From the Tomb Wall another, lower rock wall ran, making a long irregular semicircle about the Hill of the Place and then trailing off northward towards the river. It did not so much protect the Place, as cut it in two: on one side the temples and houses of the priestesses and wardens, on the other the quarters of the guards and of the slaves who farmed and herded and foraged for the Place. None of these ever crossed the wall, except that on certain very holy festivals the guards, and their drummers and players of the horn, would attend the procession of the priestesses; but they did not enter the portals of the temples. No other men set foot upon the inner ground of the Place. There had once been pilgrimages, kings and chieftains coming from the Four Lands to worship there; the first God-king, a century and a half ago, had come to enact the rites of his own temple. Yet even he could not enter among the Tombstones, even he had had to eat and sleep outside the wall around the Place.
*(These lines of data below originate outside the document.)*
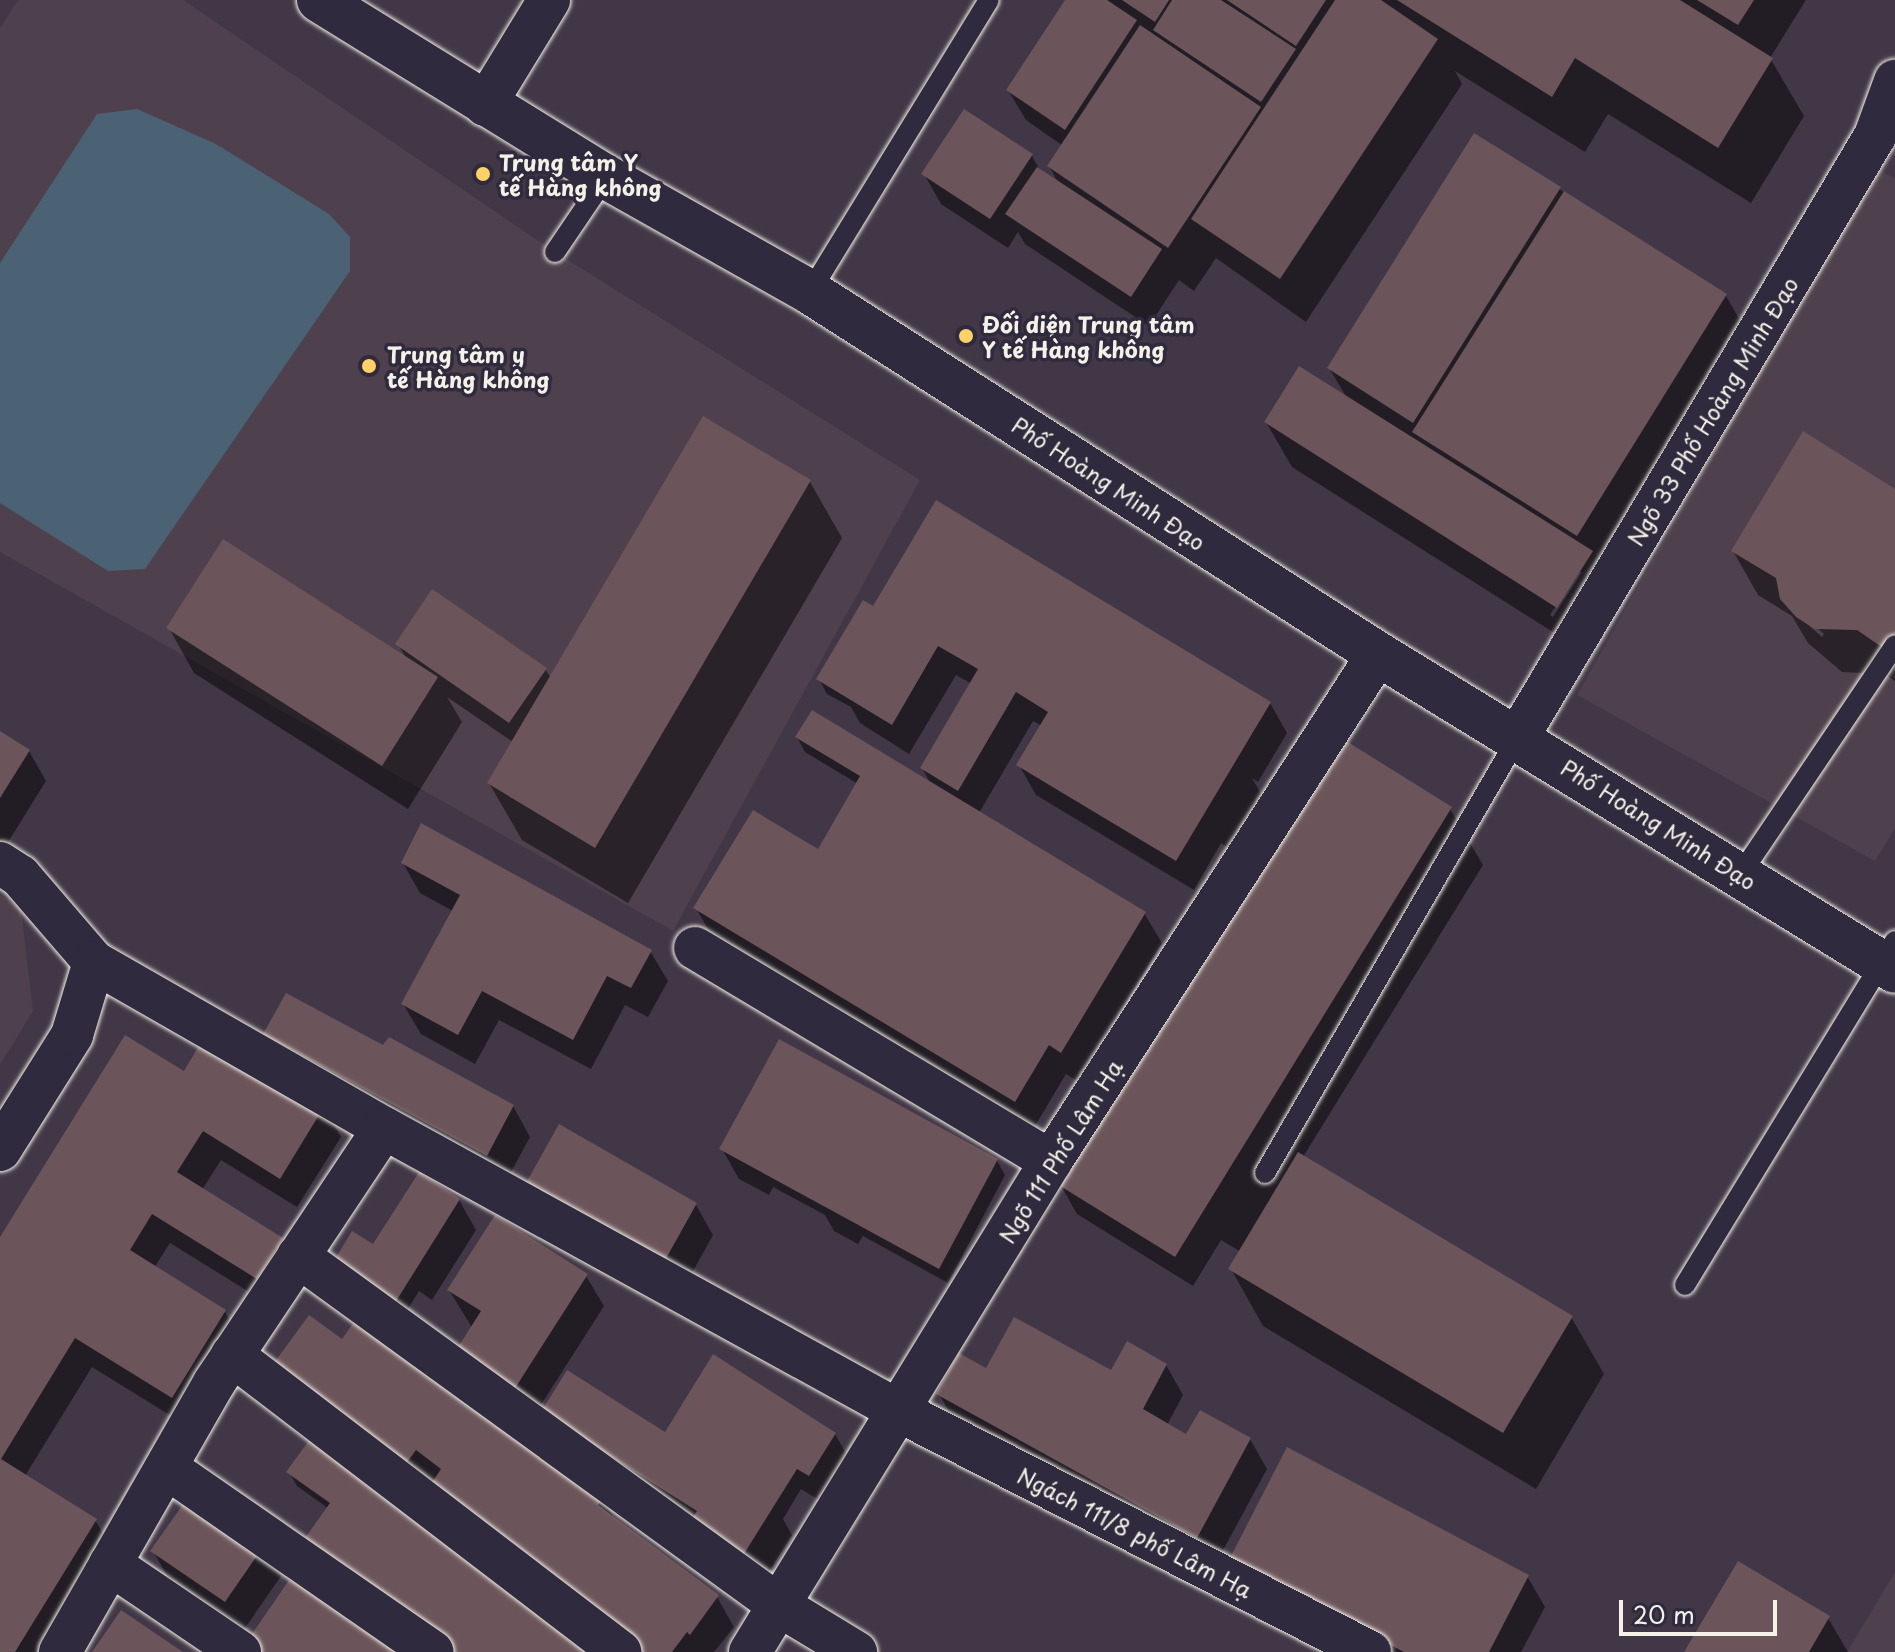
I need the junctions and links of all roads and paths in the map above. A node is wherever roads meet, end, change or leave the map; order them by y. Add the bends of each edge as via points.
1 (319, 0) edge
2 (549, 0) edge
3 (989, 0) edge
4 (1895, 81) edge
5 (485, 105) junction
6 (606, 177) junction
7 (555, 252) dead end
8 (810, 292) junction
9 (1895, 645) edge
10 (1378, 654) junction
11 (1518, 737) junction
12 (0, 863) edge
13 (1740, 875) junction
14 (695, 948) dead end
15 (1891, 959) edge
16 (94, 962) junction
17 (384, 1128) junction
18 (0, 1150) edge
19 (1051, 1161) junction
20 (1265, 1173) dead end
21 (298, 1256) junction
22 (1685, 1285) dead end
23 (232, 1355) junction
24 (901, 1412) junction
25 (167, 1468) junction
26 (110, 1564) junction
27 (780, 1606) junction
28 (60, 1652) edge
29 (240, 1652) edge
30 (433, 1652) edge
31 (621, 1652) edge
32 (750, 1652) edge
33 (856, 1652) edge
34 (1370, 1652) edge

1 - 5 street, Phố Hoàng Minh Đạo
2 - 5 street
3 - 8 lane
4 - 11 street, Ngõ 33 Phố Hoàng Minh Đạo via 1875,136
5 - 6 street, Phố Hoàng Minh Đạo
6 - 7 lane
6 - 8 street, Phố Hoàng Minh Đạo
8 - 10 street, Phố Hoàng Minh Đạo
9 - 13 lane
10 - 11 street, Phố Hoàng Minh Đạo
10 - 19 street, Ngõ 111 Phố Lâm Hạ
11 - 13 street, Phố Hoàng Minh Đạo
11 - 20 lane
12 - 16 street, Ngách 111/8 phố Lâm Hạ via 20,876
13 - 15 street, Phố Hoàng Minh Đạo
14 - 19 street
15 - 22 lane
16 - 17 street, Ngách 111/8 phố Lâm Hạ
16 - 18 street via 72,1035
17 - 21 street
17 - 24 street, Ngách 111/8 phố Lâm Hạ
19 - 24 street, Ngõ 111 Phố Lâm Hạ
21 - 23 street
21 - 27 street
23 - 25 street
23 - 31 street
24 - 27 street, Ngõ 111 Phố Lâm Hạ
24 - 34 street, Ngách 111/8 phố Lâm Hạ
25 - 26 street
25 - 30 street
26 - 28 street
26 - 29 street
27 - 32 street, Ngõ 111 Phố Lâm Hạ
27 - 33 street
One could climb that wall easily enough, fitting toes into crevices. The Eaten One and a girl called Penthe were sitting up on the wall one afternoon in late spring.
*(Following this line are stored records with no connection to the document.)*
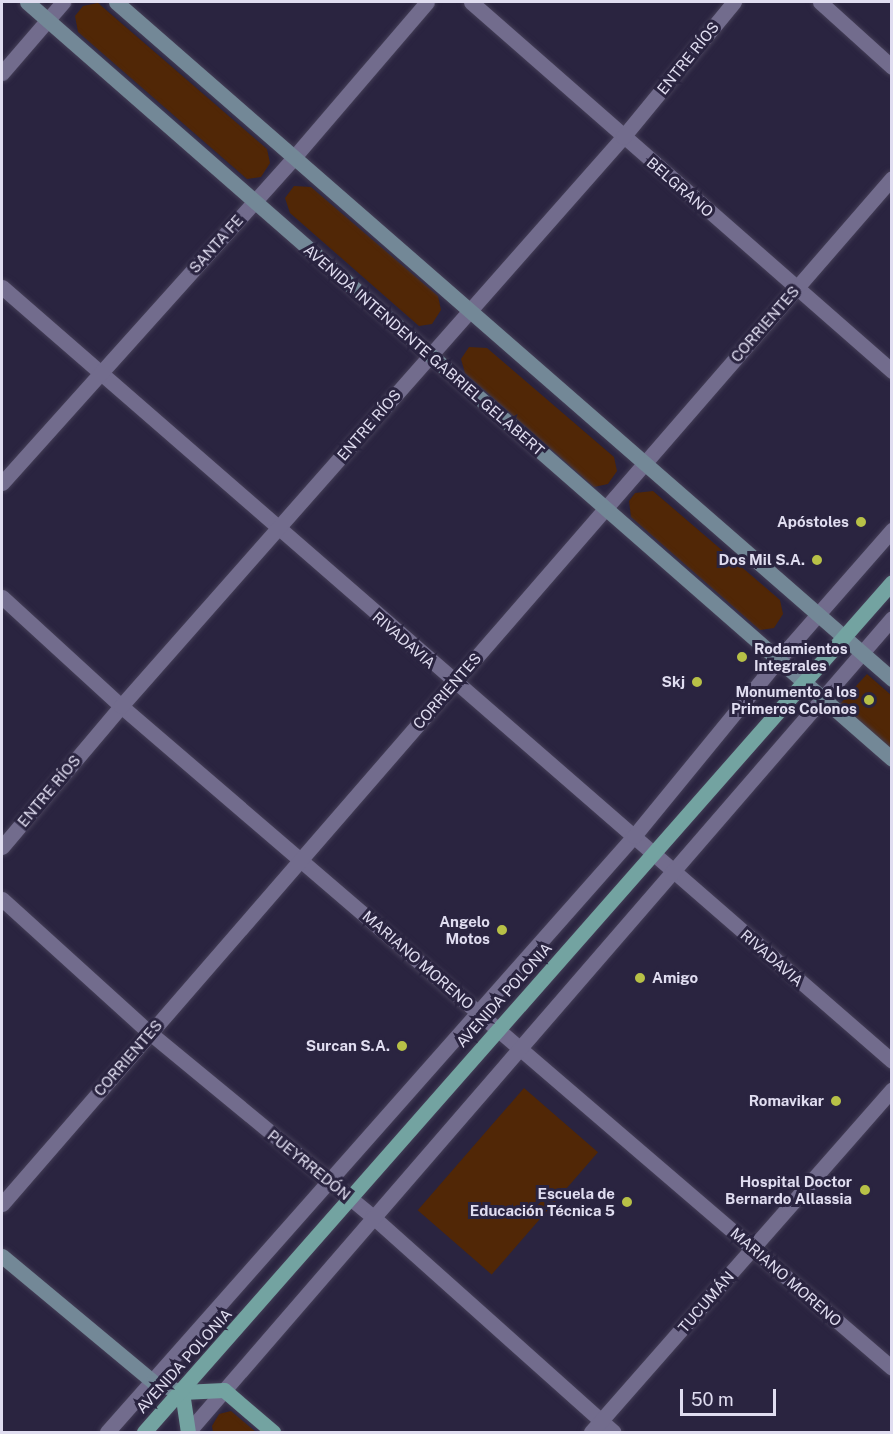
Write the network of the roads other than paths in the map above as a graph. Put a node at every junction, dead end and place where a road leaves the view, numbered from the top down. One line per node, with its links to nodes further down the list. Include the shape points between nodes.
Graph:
1 (27, 2): 8 (main road, AVENIDA INTENDENTE GABRIEL GELABERT)
2 (63, 2): 8 (street)
3 (116, 2): 12 (main road)
4 (427, 2): 12 (street, SANTA FE)
5 (471, 2): 11 (street, BELGRANO)
6 (734, 2): 11 (street, ENTRE RÍOS)
7 (820, 2): 9 (street)
8 (48, 19): 10 (street); 14 (main road, AVENIDA INTENDENTE GABRIEL GELABERT)
9 (891, 67)
10 (2, 73)
11 (623, 137): 16 (street, BELGRANO); 17 (street, ENTRE RÍOS)
12 (296, 155): 14 (street, SANTA FE); 17 (main road)
13 (891, 178): 16 (street, CORRIENTES)
14 (253, 202): 18 (main road, AVENIDA INTENDENTE GABRIEL GELABERT); 20 (street, SANTA FE)
15 (2, 287): 20 (street, RIVADAVIA)
16 (796, 289): 19 (street, BELGRANO); 21 (street, CORRIENTES)
17 (471, 309): 18 (street, ENTRE RÍOS); 21 (main road)
18 (432, 353): 23 (main road, AVENIDA INTENDENTE GABRIEL GELABERT); 24 (street, ENTRE RÍOS)
19 (891, 370)
20 (100, 371): 22 (street, SANTA FE); 24 (street, RIVADAVIA)
21 (642, 465): 23 (street, CORRIENTES); 28 (main road)
22 (2, 483)
23 (605, 508): 32 (main road, AVENIDA INTENDENTE GABRIEL GELABERT); 34 (street, CORRIENTES)
24 (277, 530): 34 (street, RIVADAVIA); 37 (street, ENTRE RÍOS)
25 (891, 530): 28 (street)
26 (891, 582): 30 (main road, AVENIDA POLONIA)
27 (2, 597): 37 (street, MARIANO MORENO)
28 (818, 614): 30 (main road); 32 (street)
29 (891, 618): 31 (street)
30 (844, 637): 31 (main road); 35 (main road, AVENIDA POLONIA)
31 (861, 652): 33 (main road); 36 (street)
32 (778, 660): 35 (main road, AVENIDA INTENDENTE GABRIEL GELABERT); 39 (street)
33 (891, 679)
34 (454, 682): 39 (street, RIVADAVIA); 42 (street, CORRIENTES)
35 (802, 682): 36 (main road, AVENIDA INTENDENTE GABRIEL GELABERT); 41 (main road, AVENIDA POLONIA)
36 (821, 699): 38 (main road, AVENIDA INTENDENTE GABRIEL GELABERT); 43 (street)
37 (121, 706): 40 (street, ENTRE RÍOS); 42 (street, MARIANO MORENO)
38 (891, 759)
39 (634, 836): 41 (street, RIVADAVIA); 45 (street)
40 (2, 847)
41 (655, 855): 43 (street, RIVADAVIA); 46 (main road, AVENIDA POLONIA)
42 (302, 858): 45 (street, MARIANO MORENO); 47 (street, CORRIENTES)
43 (674, 873): 48 (street); 49 (street, RIVADAVIA)
44 (2, 899): 47 (street, PUEYRREDÓN)
45 (477, 1012): 46 (street, MARIANO MORENO); 51 (street)
46 (498, 1028): 48 (street, MARIANO MORENO); 52 (main road, AVENIDA POLONIA)
47 (150, 1033): 51 (street, PUEYRREDÓN); 53 (street, CORRIENTES)
48 (519, 1045): 54 (street); 55 (street, MARIANO MORENO)
49 (891, 1061)
50 (891, 1089): 55 (street, TUCUMÁN)
51 (327, 1182): 52 (street, PUEYRREDÓN); 58 (street)
52 (350, 1199): 54 (street, PUEYRREDÓN); 60 (main road, AVENIDA POLONIA)
53 (2, 1204)
54 (372, 1216): 59 (street); 61 (street, PUEYRREDÓN)
55 (753, 1248): 57 (street, MARIANO MORENO); 61 (street, TUCUMÁN)
56 (2, 1256): 58 (main road)
57 (891, 1368)
58 (153, 1382): 60 (main road); 62 (street)
59 (224, 1390): 60 (main road); 64 (street); 65 (main road)
60 (182, 1392): 63 (main road, AVENIDA POLONIA); 64 (main road)
61 (596, 1427): 66 (street, PUEYRREDÓN)
62 (107, 1432)
63 (144, 1432)
64 (188, 1432)
65 (273, 1432)
66 (614, 1432)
They were both twelve years old. They were supposed to be in the weaving room of the Big House, a huge stone attic; they were supposed to be at the great looms always warped with dull black wool, weaving black cloth for robes. They had slipped outside for a drink at the well in the courtyard, and then Arha had said, “Come on!” and had led the other girl down the hill, around out of sight of the Big House, to the wall. Now they sat on top of it, ten feet up, their bare legs dangling down on the outside, looking over the flat plains that went on and on to the east and north.

“I'd like to see the sea,” said Penthe.